Hexagonal architecture to the rescue
Alistair Cockburn coined the term. The idea is pretty simple : isolate a piece of code from all dependencies. This is particularly useful for the core bounded contexts. With this in place, it becomes straightforward (and fast) to test the core domain logic.
To main techniques to isolate a piece of code from any dependency are :
It’s also possible to split a system in many ‘hexagons’ and glue them together with adapters at startup. If you want to learn more on this style of architecture, have a look into the Domain Driven Design lore. This community has been building systems this way for years now.
Enough talk, show me the code !
This post was the occasion to try to inject a Hexagonal Architecture and a dash of DDD in a Rails application. There’s one caveat though : DDD shines on complex systems. Unfortunately, large and complex systems make very poor didactic examples. The following code highlights the gains about mocking. We would not use DDD for such a small app in real life.
The starting point
I chose a simple TODO app. I started by generating a scaffold for a Task with a description and a done/not-done status. As third party interaction, completing a task sends an automatic tweet. Here is the only specific code I wrote on top of the Rails scaffold :
app/models/task.rb
class Task < ApplicationRecord
include ActiveModel::Dirty
validates :description, presence: true
before_save :tweet_if_done
private
def tweet_if_done
if done_changed?
TwitterClient::Client.update(self.description)
end
end
end
Thanks Jason Charnes for the change attribute technique.
spec/models/task_spec.rb
require 'rails_helper'
RSpec.describe Task, type: :model do
it "is valid with all attributes set" do
expect(Task.create(description: "Finish presentation", done: false)).to be_valid
end
it "requires a description" do
expect(Task.create(description: nil, done: false)).to be_invalid
expect(Task.create(description: "", done: false)).to be_invalid
end
it "tweets when a task is finished" do
task = Task.create(description: "Wash the car", done: false)
expect(TwitterClient::Client).to receive(:update).with("Wash the car")
task.done = true
task.save
end
end
This is pretty simple and to the point !
5 years later
Now let’s imagine that the app grew to tens of thousands of lines. We added a lot of features to the app, which transformed the TODO domain into a very complex thing. Now suppose that, for the sake of maintenance, we want to isolate the domain logic into its own hexagon. Unlike traditional Rails ActiveRecords, we want to make it independent from the database. We also want it to be independent from the Twitter API.
Here is what the code might look like.
lib/core/task.rb
First, we have a core task class, independent from anything else. The Core module is our hexagon.
module Core
class Task
attr_reader :description
attr_accessor :db_id
def initialize(attributes = {})
@description= "What do you need to do ?"
@done = false
@done_subscribers = []
self.update(attributes)
end
def done?
@done
end
def mark_as_done
@done = true
@done_subscribers.each {|proc| proc.call(self) }
end
def update(attributes={})
self.description= attributes[:description] unless attributes[:description].nil?
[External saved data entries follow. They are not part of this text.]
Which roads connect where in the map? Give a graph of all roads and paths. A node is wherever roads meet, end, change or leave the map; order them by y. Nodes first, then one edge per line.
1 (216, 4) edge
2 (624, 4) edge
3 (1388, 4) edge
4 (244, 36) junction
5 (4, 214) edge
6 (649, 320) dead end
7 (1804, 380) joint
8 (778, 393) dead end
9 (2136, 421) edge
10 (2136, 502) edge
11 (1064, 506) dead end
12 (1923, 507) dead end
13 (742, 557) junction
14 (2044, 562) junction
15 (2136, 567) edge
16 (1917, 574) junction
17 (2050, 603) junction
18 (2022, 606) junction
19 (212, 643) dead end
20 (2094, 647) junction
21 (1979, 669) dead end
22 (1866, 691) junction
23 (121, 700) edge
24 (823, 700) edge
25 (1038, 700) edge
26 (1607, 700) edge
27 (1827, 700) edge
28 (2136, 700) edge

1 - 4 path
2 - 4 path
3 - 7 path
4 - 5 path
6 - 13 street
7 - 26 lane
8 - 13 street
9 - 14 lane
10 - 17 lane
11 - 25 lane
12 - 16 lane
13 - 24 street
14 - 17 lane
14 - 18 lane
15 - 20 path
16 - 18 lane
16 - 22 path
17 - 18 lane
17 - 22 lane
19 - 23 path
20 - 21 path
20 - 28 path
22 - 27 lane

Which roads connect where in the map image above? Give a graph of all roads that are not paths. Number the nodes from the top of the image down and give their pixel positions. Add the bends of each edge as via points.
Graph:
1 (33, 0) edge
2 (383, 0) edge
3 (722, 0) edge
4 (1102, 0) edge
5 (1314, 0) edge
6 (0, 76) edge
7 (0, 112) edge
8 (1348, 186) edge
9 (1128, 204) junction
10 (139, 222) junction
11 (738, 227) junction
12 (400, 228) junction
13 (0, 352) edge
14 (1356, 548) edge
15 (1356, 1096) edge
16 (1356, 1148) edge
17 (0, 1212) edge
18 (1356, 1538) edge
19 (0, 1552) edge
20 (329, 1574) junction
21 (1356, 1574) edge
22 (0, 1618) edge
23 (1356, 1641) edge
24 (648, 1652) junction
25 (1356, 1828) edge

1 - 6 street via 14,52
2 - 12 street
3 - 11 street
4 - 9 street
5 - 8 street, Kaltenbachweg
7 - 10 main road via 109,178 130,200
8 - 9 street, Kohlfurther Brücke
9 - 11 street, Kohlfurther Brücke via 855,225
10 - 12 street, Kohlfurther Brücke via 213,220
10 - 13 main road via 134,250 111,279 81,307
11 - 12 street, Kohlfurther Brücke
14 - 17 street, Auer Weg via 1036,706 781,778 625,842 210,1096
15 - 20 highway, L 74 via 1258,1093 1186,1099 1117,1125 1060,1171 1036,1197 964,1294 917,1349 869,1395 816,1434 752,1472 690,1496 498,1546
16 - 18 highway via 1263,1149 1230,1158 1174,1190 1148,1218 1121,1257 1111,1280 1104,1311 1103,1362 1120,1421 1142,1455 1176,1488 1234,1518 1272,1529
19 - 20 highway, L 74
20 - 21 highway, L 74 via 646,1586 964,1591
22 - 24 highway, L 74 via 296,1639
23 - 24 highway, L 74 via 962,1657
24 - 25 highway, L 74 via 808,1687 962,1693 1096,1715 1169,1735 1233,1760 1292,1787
self.mark_as_done if attributes[:done]
end
def notify_when_done(&proc)
@done_subscribers.push(proc)
end
def description=(desc)
raise ArgumentError.new("Task description cannot be blank") if desc.blank?
@description = desc
end
end
end
As we can see, it contains only domain logic and nothing else.
####### spec/lib/core/task_spec.rb
Here is the corresponding test, fast, mock-free and independent from the database and any external system.
require 'rails_helper'
require 'core/task'
context 'Task' do
let(:task) { Core::Task.new}
specify 'is not done by default' do
expect(task).not_to be_done
end
specify 'comes with a default description' do
expect(task.description).not_to be_blank
end
specify 'it can be initialized from a hash' do
task = Core::Task.new(description: "Old description", done: true)
expect(task.description).to eq("Old description")
expect(task).to be_done
end
specify 'can have a custom description' do
task.description= "Clean up the house"
expect(task.description).to eq("Clean up the house")
end
specify 'forbids empty descriptions' do
expect{task.description = nil }.to raise_error(ArgumentError)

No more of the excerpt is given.